I'm studying Humphrey's book: Lie Algebras and R. Theory on my own, and I'm trying to understand a claim and a definition (both stated imprecisely in page 26) about $L$-modules given in the book. I've not taken any course on groups yet, so modules are very new to me. I'll quote what is written and my interpretation of it. I hope someone can clarify them.

"Of course, the terminology "irreducible" and "completely reducible" applies equally well to representations of $L$."
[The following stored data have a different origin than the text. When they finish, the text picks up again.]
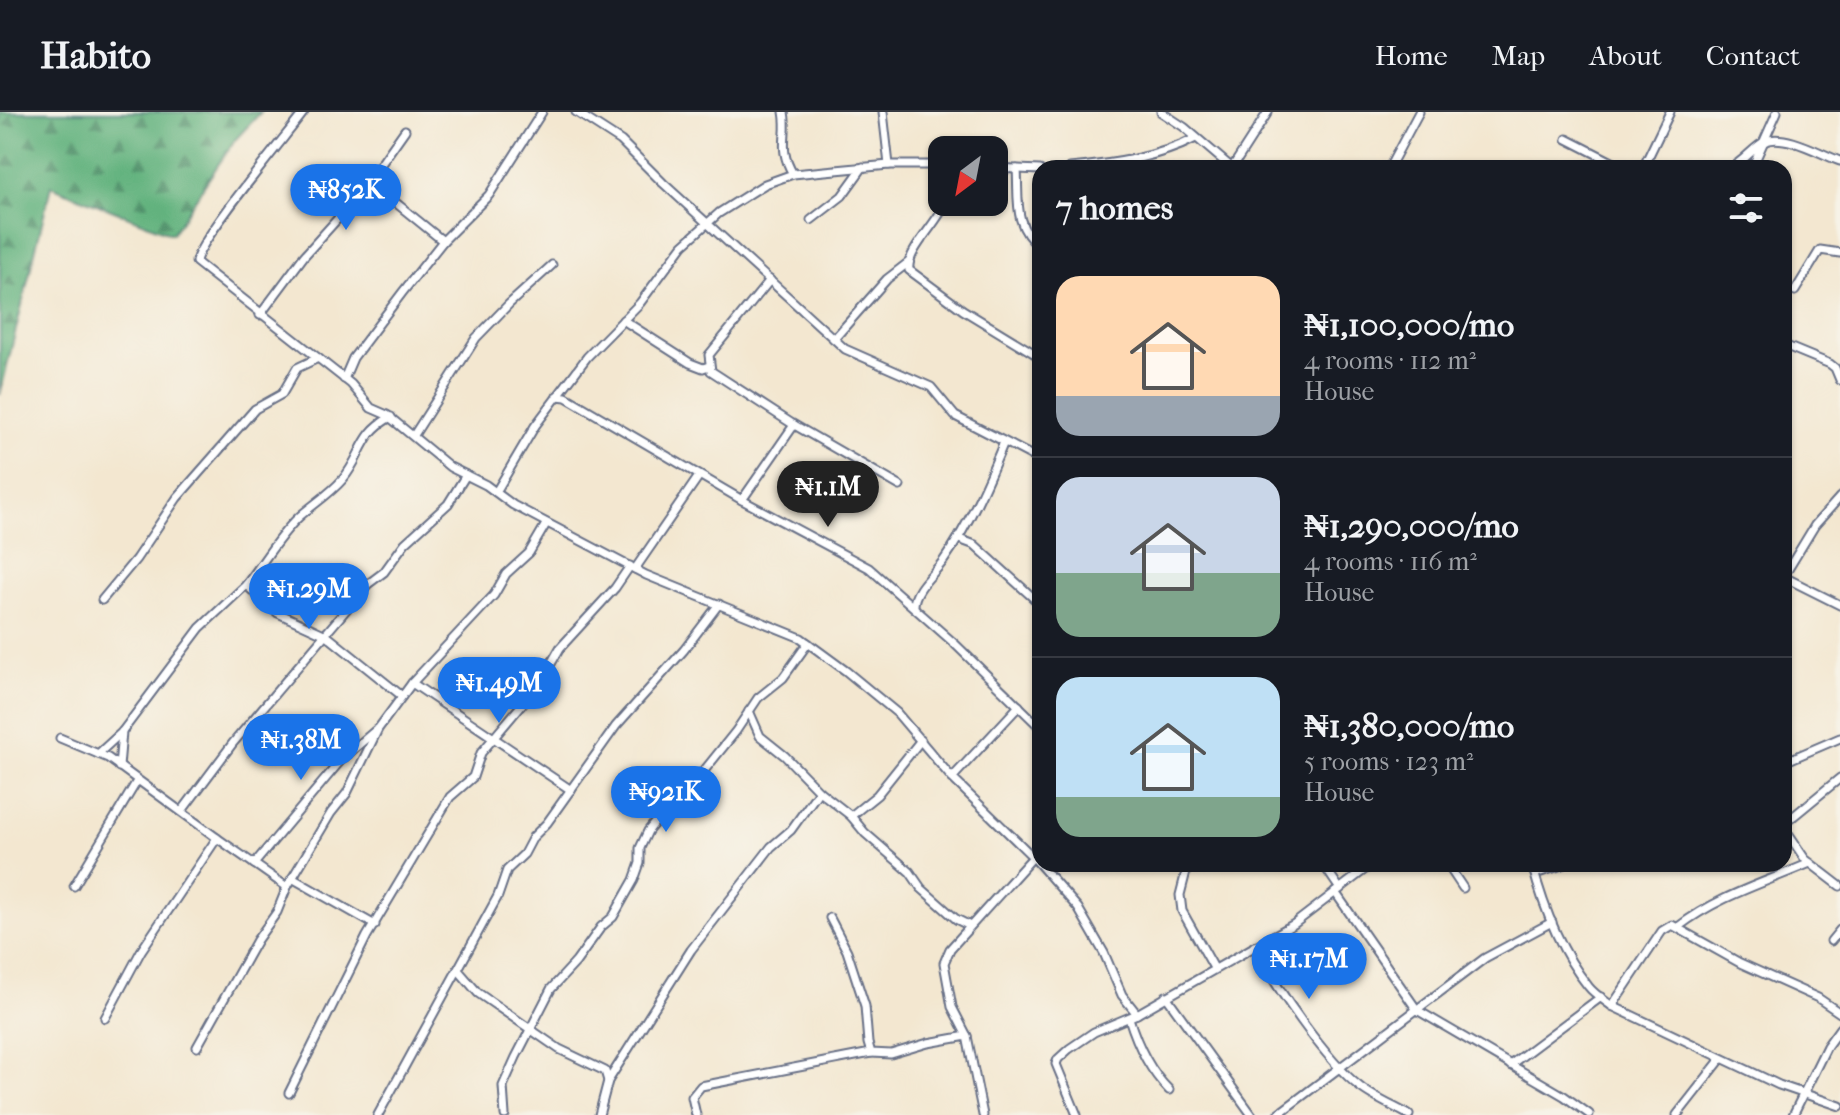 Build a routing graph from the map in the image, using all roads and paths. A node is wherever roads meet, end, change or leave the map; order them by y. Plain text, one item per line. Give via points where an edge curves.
1 (304, 112) edge
2 (542, 112) edge
3 (576, 112) edge
4 (784, 112) edge
5 (883, 112) edge
6 (1161, 112) edge
7 (1268, 112) edge
8 (1419, 112) edge
9 (1670, 112) edge
10 (1777, 112) edge
11 (405, 130) dead end
12 (1196, 138) junction
13 (1567, 139) dead end
14 (1764, 141) junction
15 (1135, 160) edge
16 (1222, 160) edge
17 (1237, 160) edge
18 (1394, 160) edge
19 (1608, 160) edge
20 (1647, 160) edge
21 (1744, 160) edge
22 (1756, 160) edge
23 (1840, 161) edge
24 (889, 165) junction
25 (928, 165) edge
26 (863, 167) junction
27 (1008, 169) edge
28 (1017, 169) junction
29 (1032, 170) edge
30 (793, 174) junction
31 (369, 181) junction
32 (939, 216) edge
33 (811, 220) dead end
34 (706, 222) junction
35 (443, 241) junction
36 (1032, 241) edge
37 (1840, 253) edge
38 (909, 262) junction
39 (552, 265) dead end
40 (770, 280) junction
41 (1795, 291) dead end
42 (260, 315) junction
43 (623, 320) junction
44 (834, 339) junction
45 (1792, 348) edge
46 (1032, 353) edge
47 (318, 358) junction
48 (709, 366) junction
49 (344, 379) junction
50 (1840, 380) edge
51 (565, 393) junction
52 (391, 417) junction
53 (794, 425) junction
54 (414, 435) junction
55 (1004, 442) junction
56 (1032, 456) edge
57 (466, 475) junction
58 (699, 476) junction
59 (900, 486) dead end
60 (496, 492) junction
61 (742, 500) junction
62 (1839, 500) edge
63 (546, 524) junction
64 (959, 539) junction
65 (1792, 563) edge
66 (633, 568) junction
67 (1792, 580) edge
68 (246, 585) junction
69 (1032, 597) edge
70 (102, 600) dead end
71 (911, 601) junction
72 (719, 604) junction
73 (1840, 605) edge
74 (326, 635) junction
75 (808, 643) junction
76 (412, 683) junction
77 (402, 696) junction
78 (1019, 706) junction
79 (749, 711) junction
80 (1032, 719) edge
81 (378, 729) junction
82 (122, 732) junction
83 (60, 738) dead end
84 (1840, 738) edge
85 (492, 739) junction
86 (921, 740) junction
87 (98, 754) junction
88 (1792, 759) edge
89 (119, 767) junction
90 (952, 778) junction
91 (1840, 778) edge
92 (137, 781) junction
93 (571, 790) junction
94 (819, 791) junction
95 (182, 811) junction
96 (851, 816) junction
97 (1792, 819) edge
98 (1792, 837) edge
99 (217, 838) junction
100 (1032, 856) edge
101 (1032, 858) edge
102 (1810, 863) junction
103 (254, 864) junction
104 (1792, 870) edge
105 (1046, 872) edge
106 (1186, 872) edge
107 (1327, 872) edge
108 (1361, 872) edge
109 (1452, 872) edge
110 (1541, 872) edge
111 (1787, 872) edge
112 (1535, 874) joint
113 (292, 878) junction
114 (74, 886) dead end
115 (1840, 886) edge
116 (287, 887) junction
117 (1463, 888) dead end
118 (1337, 890) junction
119 (830, 918) dead end
120 (1552, 922) junction
121 (375, 925) junction
122 (970, 926) junction
123 (1678, 927) junction
124 (1840, 930) edge
125 (1831, 941) dead end
126 (1254, 946) junction
127 (1214, 968) junction
128 (459, 971) junction
129 (1166, 996) junction
130 (1601, 997) junction
131 (1612, 1006) junction
132 (1417, 1010) junction
133 (1840, 1013) edge
134 (1133, 1016) junction
135 (105, 1018) dead end
136 (531, 1028) junction
137 (1840, 1028) edge
138 (967, 1036) junction
139 (197, 1047) dead end
140 (871, 1053) junction
141 (1721, 1059) junction
142 (1510, 1065) junction
143 (1340, 1070) junction
144 (608, 1081) junction
145 (1169, 1090) dead end
146 (289, 1093) dead end
147 (1805, 1095) junction
148 (1840, 1106) edge
149 (1589, 1114) edge
150 (378, 1115) edge
151 (505, 1115) edge
152 (599, 1115) edge
153 (696, 1115) edge
154 (983, 1115) edge
155 (1077, 1115) edge
156 (1252, 1115) edge
157 (1277, 1115) edge
158 (1409, 1115) edge
159 (1677, 1115) edge
160 (1793, 1115) edge

1 - 42 street via 196,254 205,271
2 - 35 street via 489,195
3 - 34 street via 621,141
4 - 30 street via 785,161
5 - 24 street
6 - 12 street
7 - 17 street
8 - 18 street
9 - 20 street
10 - 14 street
11 - 31 street
12 - 15 street
12 - 16 street
13 - 19 street
14 - 21 street
14 - 22 street
14 - 23 street via 1790,140
24 - 25 street
24 - 26 street
26 - 30 street
26 - 33 street via 842,196
27 - 28 street
28 - 29 street
28 - 36 street via 1022,228
30 - 34 street via 765,184
31 - 35 street
31 - 42 street
32 - 38 street
34 - 40 street
34 - 43 street
35 - 49 street via 353,358
37 - 41 street via 1820,250
38 - 44 street
38 - 46 street via 916,278
39 - 54 street via 476,338
40 - 44 street
40 - 48 street via 714,347
42 - 47 street
43 - 48 street via 690,363
43 - 51 street via 587,357
44 - 55 street via 845,349 931,387 955,416
45 - 50 street via 1830,364
47 - 49 street
47 - 70 street via 297,368 282,394 255,409 177,498
48 - 53 street
49 - 52 street via 371,408
51 - 58 street
51 - 60 street via 535,426
52 - 54 street
52 - 68 street via 369,432 344,478 299,517
53 - 59 street
53 - 61 street
54 - 57 street
55 - 56 street
55 - 64 street
57 - 60 street
57 - 74 street via 448,504 405,543
58 - 61 street
58 - 66 street
60 - 63 street
61 - 71 street via 859,562
62 - 65 street via 1815,525
63 - 66 street
63 - 76 street via 494,595
64 - 69 street via 975,545
64 - 71 street
66 - 72 street
66 - 85 street via 560,648 540,683
67 - 73 street
68 - 74 street via 278,613
68 - 82 street via 200,628
71 - 78 street
72 - 75 street
72 - 93 street via 616,726
74 - 77 street
74 - 95 street
75 - 79 street via 783,678
75 - 86 street via 897,713
76 - 77 street
76 - 85 street
77 - 81 street
78 - 80 street
78 - 90 street
79 - 94 street via 760,736
79 - 136 street via 695,782 648,831 634,880 613,917 551,989
81 - 103 street via 342,759
81 - 113 street via 347,793
82 - 87 street
82 - 89 street
83 - 87 street
84 - 88 street
85 - 93 street
85 - 121 street via 473,777 450,797
86 - 90 street
86 - 96 street via 877,795
87 - 89 street
89 - 92 street
90 - 100 street
91 - 97 street
92 - 95 street
92 - 114 street
93 - 128 street via 507,870 501,892
94 - 96 street
94 - 144 street via 691,950
95 - 99 street
96 - 122 street via 921,888
98 - 102 street
99 - 103 street
99 - 135 street via 141,951
101 - 122 street
102 - 104 street
102 - 115 street
103 - 116 street
105 - 134 street via 1078,908
106 - 127 street via 1182,911
107 - 118 street
108 - 118 street
109 - 117 street
110 - 112 street
111 - 123 street via 1733,893
112 - 120 street
113 - 116 street
113 - 121 street
116 - 139 street
118 - 126 street via 1294,924
118 - 132 street
119 - 140 street via 865,1006
120 - 130 street via 1589,987
120 - 132 street via 1485,958
121 - 146 street
122 - 138 street via 944,963 952,1007
123 - 131 street via 1662,931
123 - 133 street
124 - 125 street
126 - 127 street
126 - 143 street
127 - 129 street
128 - 136 street via 478,993
128 - 150 street
129 - 134 street
129 - 156 street
130 - 131 street
130 - 142 street
131 - 141 street
132 - 142 street
132 - 143 street
134 - 145 street via 1135,1040
134 - 155 street via 1094,1032 1058,1059
136 - 144 street via 601,1069
136 - 151 street via 503,1086
137 - 147 street
138 - 140 street via 891,1054
138 - 154 street
140 - 153 street via 701,1086 692,1097
141 - 147 street
141 - 159 street
142 - 149 street
143 - 157 street
143 - 158 street
144 - 152 street
147 - 148 street
147 - 160 street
This is said right after defined what is an irreducible and complety reducible $L$-module. Trying to follow these definitions, given a representation $\phi: L \rightarrow \mathfrak{gl}(V)$ I would say that a irreducible representation is a vector space $V$ which has exactly two $\phi(L)$-submodules: $0$ and itself; and completly reducible if $V$ is a direct sum of irreducible $\phi(L)$-submodules.

"Given a representation $\phi:L \rightarrow \mathfrak{gl}(V),$ the associative algebra (with $1$) generated by $\phi(L)$ in End $V$ leaves invariant precisely the same subspaces as $L$."

Since the author mentioned invariant subspaces leaved by a Lie Algebra $L$, I suppose he is talking about $L$-submodules. So I guess the claim is that the algebra generated by $\phi(L)$ has the same $\phi(L)$-submodules as $L$. I've tried to prove this result, but I could not get far: let $W$ be a $L$-submodule. Then, given $x\in L,w\in W$, we have $x\cdot w\in W.$ Now, take any $\phi(x)\in \phi(L)$, I can't see why $\phi(x)\cdot w$ would lie in $W$.

Can someone clarify those quotes for me? Thanks in advance.

The notion of an $L$-module is just the notion of a Lie algebra representation $\rho\colon L\rightarrow {\rm End}(V)$ via the convention that $x\cdot v=\rho(x)v$ for all $x\in L$ and $v\in V$. So you do not need "any course on groups". Irreducible for representations corresponds to "simple" for modules, i.e., no proper non-trivial submodules. You have just confused "reducible" with "irreducible" in what you wrote. And yes, an invariant space $U$ means $\rho(L)(U)\subseteq U$, or $L\cdot U\subseteq U$, i.e., an $L$-submodule.